### Work to complete
Look through the material that follows and show every line with the string "highway".

[[ The input, beginning ]]

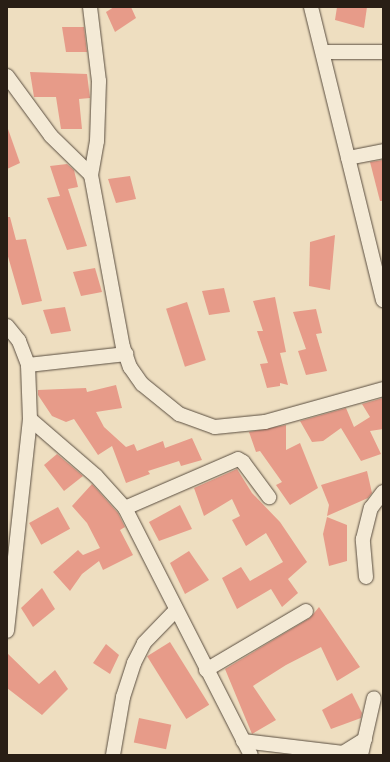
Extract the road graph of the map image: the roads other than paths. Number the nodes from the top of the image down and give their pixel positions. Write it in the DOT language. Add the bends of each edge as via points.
graph roads {
  1 [pos="90,7"];
  2 [pos="311,7"];
  3 [pos="324,52"];
  4 [pos="383,52"];
  5 [pos="7,76"];
  6 [pos="383,151"];
  7 [pos="348,158"];
  8 [pos="91,175"];
  9 [pos="383,300"];
  10 [pos="7,326"];
  11 [pos="126,354"];
  12 [pos="28,365"];
  13 [pos="383,389"];
  14 [pos="30,419"];
  15 [pos="383,492"];
  16 [pos="269,497"];
  17 [pos="125,508"];
  18 [pos="366,577"];
  19 [pos="175,610"];
  20 [pos="306,611"];
  21 [pos="7,631"];
  22 [pos="206,670"];
  23 [pos="374,698"];
  24 [pos="365,739"];
  25 [pos="243,741"];
  26 [pos="113,755"];
  27 [pos="251,755"];
  28 [pos="361,755"];
  1 -- 8 [label="street" via="99,81 97,141"];
  2 -- 3 [label="street"];
  3 -- 4 [label="street"];
  3 -- 7 [label="street"];
  5 -- 8 [label="street" via="51,136"];
  6 -- 7 [label="street"];
  7 -- 9 [label="street"];
  8 -- 11 [label="street"];
  10 -- 12 [label="street" via="19,341"];
  11 -- 12 [label="street"];
  11 -- 13 [label="street" via="142,384 178,414 215,427 265,422"];
  12 -- 14 [label="street"];
  14 -- 17 [label="street" via="96,476"];
  14 -- 21 [label="street"];
  15 -- 18 [label="street" via="370,508 363,539"];
  16 -- 17 [label="street" via="243,462 238,460"];
  17 -- 19 [label="street"];
  19 -- 22 [label="street"];
  19 -- 26 [label="street" via="144,643 134,663 123,697"];
  20 -- 22 [label="street"];
  22 -- 25 [label="street"];
  23 -- 24 [label="street"];
  24 -- 25 [label="street" via="342,753"];
  24 -- 28 [label="street"];
  25 -- 27 [label="street"];
}
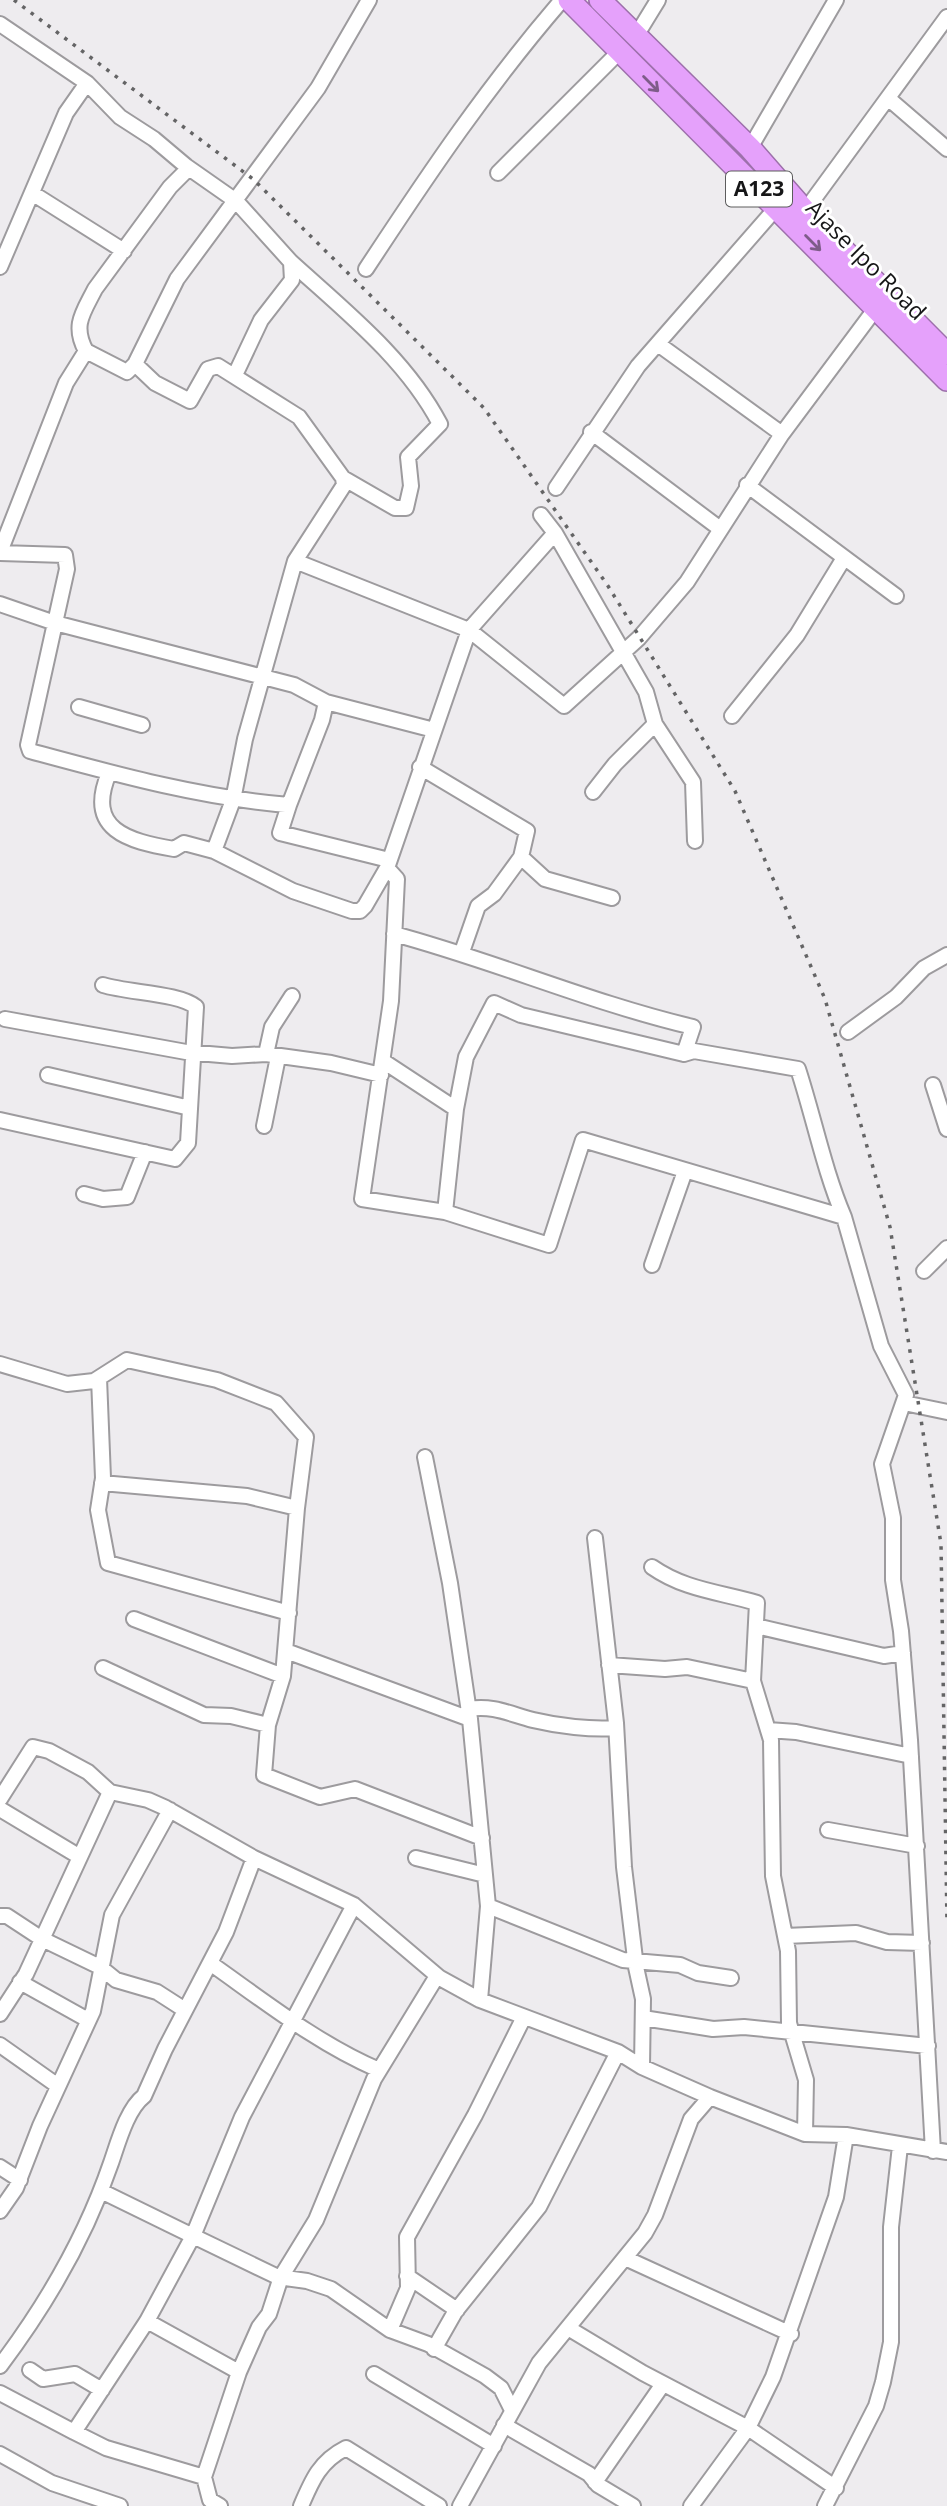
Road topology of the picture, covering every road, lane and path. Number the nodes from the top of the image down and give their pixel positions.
1 (369, 0) edge
2 (562, 0) edge
3 (569, 0) edge
4 (600, 0) edge
5 (658, 0) edge
6 (836, 0) edge
7 (947, 17) edge
8 (0, 24) edge
9 (636, 36) junction
10 (619, 52) junction
11 (87, 83) junction
12 (888, 99) junction
13 (712, 110) junction
14 (695, 127) junction
15 (750, 148) junction
16 (947, 149) edge
17 (186, 166) junction
18 (498, 173) dead end
19 (32, 193) junction
20 (236, 201) junction
21 (777, 207) junction
22 (805, 211) junction
23 (124, 251) junction
24 (291, 262) junction
25 (0, 268) edge
26 (366, 269) dead end
27 (876, 308) junction
28 (658, 344) junction
29 (86, 351) junction
30 (947, 354) edge
31 (135, 364) junction
32 (235, 375) junction
33 (947, 380) edge
34 (591, 432) junction
35 (782, 434) junction
36 (343, 478) junction
37 (747, 485) junction
38 (556, 488) dead end
39 (541, 515) dead end
40 (719, 528) junction
41 (555, 533) junction
42 (0, 553) edge
43 (844, 558) junction
44 (295, 561) junction
45 (896, 596) dead end
46 (0, 604) edge
47 (55, 623) junction
48 (469, 630) junction
49 (623, 654) junction
50 (262, 677) junction
51 (326, 702) junction
52 (79, 707) dead end
53 (732, 716) dead end
54 (655, 724) junction
55 (142, 725) dead end
56 (434, 730) junction
57 (420, 766) junction
58 (109, 773) junction
59 (593, 792) dead end
60 (233, 800) junction
61 (289, 805) junction
62 (695, 841) dead end
63 (214, 851) junction
64 (521, 857) junction
65 (388, 864) junction
66 (612, 898) dead end
67 (394, 934) junction
68 (462, 952) junction
69 (947, 955) edge
70 (103, 985) dead end
71 (292, 996) dead end
72 (5, 1019) dead end
73 (848, 1032) dead end
74 (193, 1053) junction
75 (684, 1054) junction
76 (272, 1055) junction
77 (382, 1068) junction
78 (47, 1075) dead end
79 (933, 1085) dead end
80 (190, 1108) junction
81 (456, 1109) junction
82 (0, 1120) edge
83 (264, 1126) dead end
84 (947, 1129) edge
85 (145, 1152) junction
86 (685, 1171) junction
87 (84, 1194) dead end
88 (446, 1212) junction
89 (844, 1217) junction
90 (947, 1248) edge
91 (652, 1265) dead end
92 (924, 1271) dead end
93 (0, 1364) edge
94 (99, 1378) junction
95 (904, 1403) junction
96 (947, 1412) edge
97 (425, 1457) dead end
98 (102, 1483) junction
99 (296, 1508) junction
100 (595, 1538) dead end
101 (652, 1567) dead end
102 (289, 1613) junction
103 (134, 1619) dead end
104 (756, 1626) junction
105 (286, 1651) junction
106 (903, 1654) junction
107 (610, 1665) junction
108 (103, 1668) dead end
109 (283, 1676) junction
110 (753, 1681) junction
111 (469, 1714) junction
112 (268, 1726) junction
113 (616, 1728) junction
114 (768, 1730) junction
115 (911, 1756) junction
116 (110, 1792) junction
117 (0, 1799) edge
118 (0, 1809) edge
119 (170, 1810) junction
120 (828, 1830) dead end
121 (482, 1838) junction
122 (916, 1846) junction
123 (80, 1857) junction
124 (254, 1858) junction
125 (416, 1858) dead end
126 (485, 1875) junction
127 (354, 1905) junction
128 (488, 1906) junction
129 (0, 1916) edge
130 (785, 1936) junction
131 (41, 1939) junction
132 (922, 1943) junction
133 (635, 1961) junction
134 (211, 1962) junction
135 (100, 1967) junction
136 (437, 1976) junction
137 (731, 1978) dead end
138 (20, 1982) junction
139 (480, 2000) junction
140 (185, 2010) junction
141 (0, 2014) edge
142 (524, 2017) junction
143 (643, 2018) junction
144 (89, 2020) junction
145 (291, 2020) junction
146 (791, 2032) junction
147 (0, 2045) edge
148 (928, 2046) junction
149 (618, 2052) junction
150 (642, 2067) junction
151 (379, 2070) junction
152 (58, 2086) junction
153 (710, 2097) junction
154 (805, 2134) junction
155 (846, 2136) junction
156 (900, 2146) junction
157 (940, 2152) edge
158 (0, 2167) edge
159 (20, 2179) junction
160 (101, 2191) junction
161 (0, 2211) edge
162 (192, 2236) junction
163 (625, 2258) junction
164 (407, 2276) junction
165 (281, 2277) junction
166 (457, 2310) junction
167 (147, 2321) junction
168 (568, 2328) junction
169 (390, 2330) junction
170 (791, 2334) junction
171 (434, 2349) junction
172 (0, 2366) edge
173 (30, 2370) dead end
174 (239, 2372) junction
175 (374, 2374) dead end
176 (663, 2384) junction
177 (102, 2390) junction
178 (0, 2393) edge
179 (512, 2410) junction
180 (504, 2425) junction
181 (748, 2428) junction
182 (74, 2432) junction
183 (494, 2446) junction
184 (0, 2454) edge
185 (204, 2477) junction
186 (595, 2482) junction
187 (836, 2488) junction
188 (120, 2506) edge
189 (219, 2506) edge
190 (301, 2506) edge
191 (439, 2506) edge
192 (460, 2506) edge
193 (633, 2506) edge
194 (691, 2506) edge
195 (825, 2506) edge

1 - 20 street
2 - 26 street
3 - 10 highway, Ajase Ipo Road / A123
4 - 9 highway, Ajase Ipo Road / A123
5 - 9 street
6 - 15 street
7 - 12 street
8 - 11 street
9 - 13 highway, Ajase Ipo Road / A123
10 -> 14 highway, Ajase Ipo Road / A123
10 - 18 street
11 - 17 street
11 - 19 street
12 - 16 street
12 - 22 street
13 - 14 highway
13 - 15 highway, Ajase Ipo Road / A123
14 - 21 highway, Ajase Ipo Road / A123
15 - 22 highway, Ajase Ipo Road / A123
17 - 20 street
17 - 23 street
19 - 23 street
19 - 25 street
20 - 24 street
20 - 31 street
21 -> 27 highway, Ajase Ipo Road / A123
21 - 28 street
22 - 30 highway, Ajase Ipo Road / A123
23 - 29 street
24 - 32 street
24 - 36 street
27 - 33 highway, Ajase Ipo Road / A123
27 - 35 street
28 - 34 street
28 - 35 street
29 - 31 street
29 - 42 street
31 - 32 street
32 - 36 street
34 - 38 street
34 - 40 street
35 - 37 street
36 - 44 street
37 - 40 street
37 - 43 street
39 - 41 street
40 - 49 street
41 - 48 street
41 - 49 street
42 - 47 street
43 - 45 street
43 - 53 street
44 - 48 street
44 - 50 street
46 - 47 street
47 - 50 street
47 - 58 street
48 - 49 street
48 - 56 street
49 - 54 street
50 - 51 street
50 - 60 street
51 - 56 street
51 - 61 street
52 - 55 street
54 - 59 street
54 - 62 street
56 - 57 street
57 - 64 street
57 - 65 street
58 - 60 street
58 - 63 street
60 - 61 street
60 - 63 street
61 - 65 street
63 - 65 street
64 - 66 street
64 - 68 street
65 - 67 street
67 - 68 street
67 - 77 street
68 - 75 street
69 - 73 street
70 - 74 street
71 - 76 street
72 - 74 street
74 - 76 street
74 - 80 street
75 - 81 street
75 - 89 street
76 - 77 street
76 - 83 street
77 - 81 street
77 - 88 street
78 - 80 street
79 - 84 street
80 - 85 street
81 - 88 street
82 - 85 street
85 - 87 street
86 - 88 street
86 - 89 street
86 - 91 street
89 - 95 street
90 - 92 street
93 - 94 street
94 - 98 street
94 - 99 street
95 - 96 street
95 - 106 street
97 - 111 street
98 - 99 street
98 - 102 street
99 - 102 street
100 - 107 street
101 - 104 street
102 - 105 street
103 - 109 street
104 - 106 street
104 - 110 street
105 - 109 street
105 - 111 street
106 - 115 street
107 - 110 street
107 - 113 street
108 - 112 street
109 - 112 street
110 - 114 street
111 - 113 street
111 - 121 street
112 - 121 street
113 - 133 street
114 - 115 street
114 - 130 street
115 - 122 street
116 - 117 street
116 - 119 street
116 - 123 street
118 - 123 street
119 - 124 street
119 - 135 street
120 - 122 street
121 - 126 street
122 - 132 street
123 - 131 street
124 - 127 street
124 - 134 street
125 - 126 street
126 - 128 street
127 - 136 street
127 - 145 street
128 - 133 street
128 - 139 street
129 - 131 street
130 - 132 street
130 - 146 street
131 - 135 street
131 - 138 street
132 - 148 street
133 - 137 street
133 - 143 street
134 - 140 street
134 - 145 street
135 - 140 street
135 - 144 street
136 - 139 street
136 - 151 street
138 - 141 street
138 - 144 street
139 - 142 street
140 - 160 street
142 - 149 street
142 - 164 street
143 - 146 street
143 - 150 street
144 - 152 street
145 - 151 street
145 - 162 street
146 - 148 street
146 - 154 street
147 - 152 street
148 - 157 street
149 - 150 street
149 - 166 street
150 - 153 street
151 - 165 street
152 - 159 street
153 - 154 street
153 - 163 street
154 - 155 street
155 - 156 street
155 - 170 street
156 - 157 street
156 - 187 street
158 - 159 street
159 - 161 street
160 - 162 street
160 - 172 street
162 - 165 street
162 - 167 street
163 - 168 street
163 - 170 street
164 - 166 street
164 - 169 street
165 - 169 street
165 - 174 street
166 - 171 street
167 - 174 street
167 - 177 street
168 - 176 street
168 - 179 street
169 - 171 street
170 - 181 street
171 - 179 street
173 - 177 street
174 - 185 street
175 - 183 street
176 - 181 street
176 - 186 street
177 - 182 street
178 - 182 street
179 - 180 street
180 - 183 street
180 - 186 street
181 - 187 street
181 - 194 street
182 - 185 street
183 - 192 street
184 - 188 street
185 - 189 street
186 - 193 street
187 - 195 street
190 - 191 street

[[ The input, end ]]

### Exercise solution
3 - 10 highway, Ajase Ipo Road / A123
4 - 9 highway, Ajase Ipo Road / A123
9 - 13 highway, Ajase Ipo Road / A123
10 -> 14 highway, Ajase Ipo Road / A123
13 - 14 highway
13 - 15 highway, Ajase Ipo Road / A123
14 - 21 highway, Ajase Ipo Road / A123
15 - 22 highway, Ajase Ipo Road / A123
21 -> 27 highway, Ajase Ipo Road / A123
22 - 30 highway, Ajase Ipo Road / A123
27 - 33 highway, Ajase Ipo Road / A123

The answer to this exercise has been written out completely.